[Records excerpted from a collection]
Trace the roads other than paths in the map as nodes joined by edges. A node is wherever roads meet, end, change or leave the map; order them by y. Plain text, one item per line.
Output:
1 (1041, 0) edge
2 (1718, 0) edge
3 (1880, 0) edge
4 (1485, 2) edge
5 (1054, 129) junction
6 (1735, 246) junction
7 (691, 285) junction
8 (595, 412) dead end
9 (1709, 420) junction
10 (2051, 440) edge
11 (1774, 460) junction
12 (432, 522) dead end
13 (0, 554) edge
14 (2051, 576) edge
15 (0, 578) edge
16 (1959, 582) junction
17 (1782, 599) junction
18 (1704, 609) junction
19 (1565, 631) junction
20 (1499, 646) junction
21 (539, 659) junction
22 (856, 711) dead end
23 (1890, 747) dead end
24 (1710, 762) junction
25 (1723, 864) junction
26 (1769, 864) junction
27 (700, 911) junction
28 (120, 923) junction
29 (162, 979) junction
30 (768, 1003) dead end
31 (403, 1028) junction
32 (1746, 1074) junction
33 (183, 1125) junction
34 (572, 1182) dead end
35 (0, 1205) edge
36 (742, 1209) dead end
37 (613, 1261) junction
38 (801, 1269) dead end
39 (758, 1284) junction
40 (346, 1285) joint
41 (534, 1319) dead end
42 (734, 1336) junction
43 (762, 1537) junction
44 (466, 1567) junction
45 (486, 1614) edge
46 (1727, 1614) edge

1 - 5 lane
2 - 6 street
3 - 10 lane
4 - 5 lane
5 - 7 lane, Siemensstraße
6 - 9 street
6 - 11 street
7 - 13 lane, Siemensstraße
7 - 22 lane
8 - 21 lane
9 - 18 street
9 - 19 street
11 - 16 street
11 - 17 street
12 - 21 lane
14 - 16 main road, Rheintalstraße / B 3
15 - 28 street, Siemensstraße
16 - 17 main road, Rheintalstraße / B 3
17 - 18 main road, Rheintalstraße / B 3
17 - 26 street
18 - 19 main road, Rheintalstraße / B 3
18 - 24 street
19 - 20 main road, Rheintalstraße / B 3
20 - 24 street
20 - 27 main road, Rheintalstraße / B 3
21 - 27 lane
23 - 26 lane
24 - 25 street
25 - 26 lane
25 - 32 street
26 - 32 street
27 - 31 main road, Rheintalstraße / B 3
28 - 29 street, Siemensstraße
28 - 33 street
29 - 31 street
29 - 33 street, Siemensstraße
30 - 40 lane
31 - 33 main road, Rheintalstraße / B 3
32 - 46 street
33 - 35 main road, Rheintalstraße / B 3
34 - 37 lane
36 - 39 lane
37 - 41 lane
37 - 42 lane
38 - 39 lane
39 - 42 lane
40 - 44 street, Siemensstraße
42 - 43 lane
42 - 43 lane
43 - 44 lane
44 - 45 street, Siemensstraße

* * *

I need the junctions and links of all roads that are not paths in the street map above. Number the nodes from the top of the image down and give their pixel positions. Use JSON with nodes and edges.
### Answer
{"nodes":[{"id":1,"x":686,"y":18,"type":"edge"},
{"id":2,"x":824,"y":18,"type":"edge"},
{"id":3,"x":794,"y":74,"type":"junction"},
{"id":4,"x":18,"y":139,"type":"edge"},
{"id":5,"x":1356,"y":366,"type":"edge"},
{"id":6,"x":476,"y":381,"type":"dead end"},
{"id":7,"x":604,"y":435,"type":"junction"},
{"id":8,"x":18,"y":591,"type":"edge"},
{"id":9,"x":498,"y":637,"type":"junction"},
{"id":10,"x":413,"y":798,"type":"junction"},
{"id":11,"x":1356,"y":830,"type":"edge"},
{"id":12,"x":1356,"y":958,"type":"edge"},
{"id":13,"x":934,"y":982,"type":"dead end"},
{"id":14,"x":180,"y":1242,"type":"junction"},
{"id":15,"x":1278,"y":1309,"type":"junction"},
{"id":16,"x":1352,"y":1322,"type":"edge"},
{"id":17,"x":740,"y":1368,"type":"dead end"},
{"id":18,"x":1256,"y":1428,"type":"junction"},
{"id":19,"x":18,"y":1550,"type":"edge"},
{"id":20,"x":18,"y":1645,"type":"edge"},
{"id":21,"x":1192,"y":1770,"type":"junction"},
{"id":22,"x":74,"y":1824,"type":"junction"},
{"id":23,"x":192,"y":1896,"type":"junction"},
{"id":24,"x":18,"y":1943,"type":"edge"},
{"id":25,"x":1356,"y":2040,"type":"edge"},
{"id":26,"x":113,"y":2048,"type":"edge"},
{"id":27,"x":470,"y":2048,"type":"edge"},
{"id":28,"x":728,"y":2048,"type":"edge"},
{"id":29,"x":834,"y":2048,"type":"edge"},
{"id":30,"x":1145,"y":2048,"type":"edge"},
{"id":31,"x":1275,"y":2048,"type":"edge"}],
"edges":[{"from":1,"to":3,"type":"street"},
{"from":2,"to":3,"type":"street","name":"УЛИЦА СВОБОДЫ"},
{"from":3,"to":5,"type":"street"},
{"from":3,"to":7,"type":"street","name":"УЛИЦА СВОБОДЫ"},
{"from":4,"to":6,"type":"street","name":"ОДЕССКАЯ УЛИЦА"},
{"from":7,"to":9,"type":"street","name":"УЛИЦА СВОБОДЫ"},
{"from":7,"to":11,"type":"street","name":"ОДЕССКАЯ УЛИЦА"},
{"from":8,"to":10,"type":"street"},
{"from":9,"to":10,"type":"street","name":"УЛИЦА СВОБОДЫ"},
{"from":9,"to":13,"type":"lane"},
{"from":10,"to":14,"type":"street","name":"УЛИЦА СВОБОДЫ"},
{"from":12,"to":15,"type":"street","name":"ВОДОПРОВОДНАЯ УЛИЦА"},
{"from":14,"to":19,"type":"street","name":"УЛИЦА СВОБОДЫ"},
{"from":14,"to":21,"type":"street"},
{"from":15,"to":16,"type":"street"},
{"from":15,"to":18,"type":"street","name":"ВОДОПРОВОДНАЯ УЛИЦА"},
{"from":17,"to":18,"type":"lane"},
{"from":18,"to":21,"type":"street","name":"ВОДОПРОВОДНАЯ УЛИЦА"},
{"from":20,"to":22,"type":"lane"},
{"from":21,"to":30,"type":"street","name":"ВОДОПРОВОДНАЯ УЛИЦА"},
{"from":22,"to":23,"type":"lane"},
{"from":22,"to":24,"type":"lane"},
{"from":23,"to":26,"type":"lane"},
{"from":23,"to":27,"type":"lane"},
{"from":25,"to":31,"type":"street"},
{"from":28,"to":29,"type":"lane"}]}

--

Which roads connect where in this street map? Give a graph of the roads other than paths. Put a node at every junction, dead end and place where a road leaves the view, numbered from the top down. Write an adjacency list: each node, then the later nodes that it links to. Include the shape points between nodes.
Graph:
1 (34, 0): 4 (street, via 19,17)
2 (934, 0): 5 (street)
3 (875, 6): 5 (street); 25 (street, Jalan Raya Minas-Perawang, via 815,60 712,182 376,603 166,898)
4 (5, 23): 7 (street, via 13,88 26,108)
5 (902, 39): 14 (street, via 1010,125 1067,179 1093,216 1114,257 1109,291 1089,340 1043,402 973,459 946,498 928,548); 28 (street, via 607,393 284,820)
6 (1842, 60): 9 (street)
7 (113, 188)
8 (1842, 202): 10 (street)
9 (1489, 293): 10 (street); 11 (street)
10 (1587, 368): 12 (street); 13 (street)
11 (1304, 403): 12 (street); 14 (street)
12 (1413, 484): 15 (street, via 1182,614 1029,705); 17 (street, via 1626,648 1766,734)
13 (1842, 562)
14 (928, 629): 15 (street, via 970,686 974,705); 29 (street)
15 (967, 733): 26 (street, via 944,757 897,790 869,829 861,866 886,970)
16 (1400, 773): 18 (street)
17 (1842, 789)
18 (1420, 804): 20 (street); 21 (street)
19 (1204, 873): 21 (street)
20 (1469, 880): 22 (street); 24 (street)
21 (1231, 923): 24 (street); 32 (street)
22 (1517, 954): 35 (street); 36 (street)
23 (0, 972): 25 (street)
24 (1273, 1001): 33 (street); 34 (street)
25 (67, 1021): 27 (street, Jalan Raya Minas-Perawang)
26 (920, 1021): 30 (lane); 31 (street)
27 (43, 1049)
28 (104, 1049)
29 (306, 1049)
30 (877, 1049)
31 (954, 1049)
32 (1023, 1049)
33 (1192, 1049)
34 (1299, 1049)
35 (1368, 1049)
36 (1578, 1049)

** What the task requires **
If a line of the entries holds the word "that", copy it out.

** Exercise result **
I need the junctions and links of all roads that are not paths in the street map above. Number the nodes from the top of the image down and give their pixel positions. Use JSON with nodes and edges.
Which roads connect where in this street map? Give a graph of the roads other than paths. Put a node at every junction, dead end and place where a road leaves the view, numbered from the top down. Write an adjacency list: each node, then the later nodes that it links to. Include the shape points between nodes.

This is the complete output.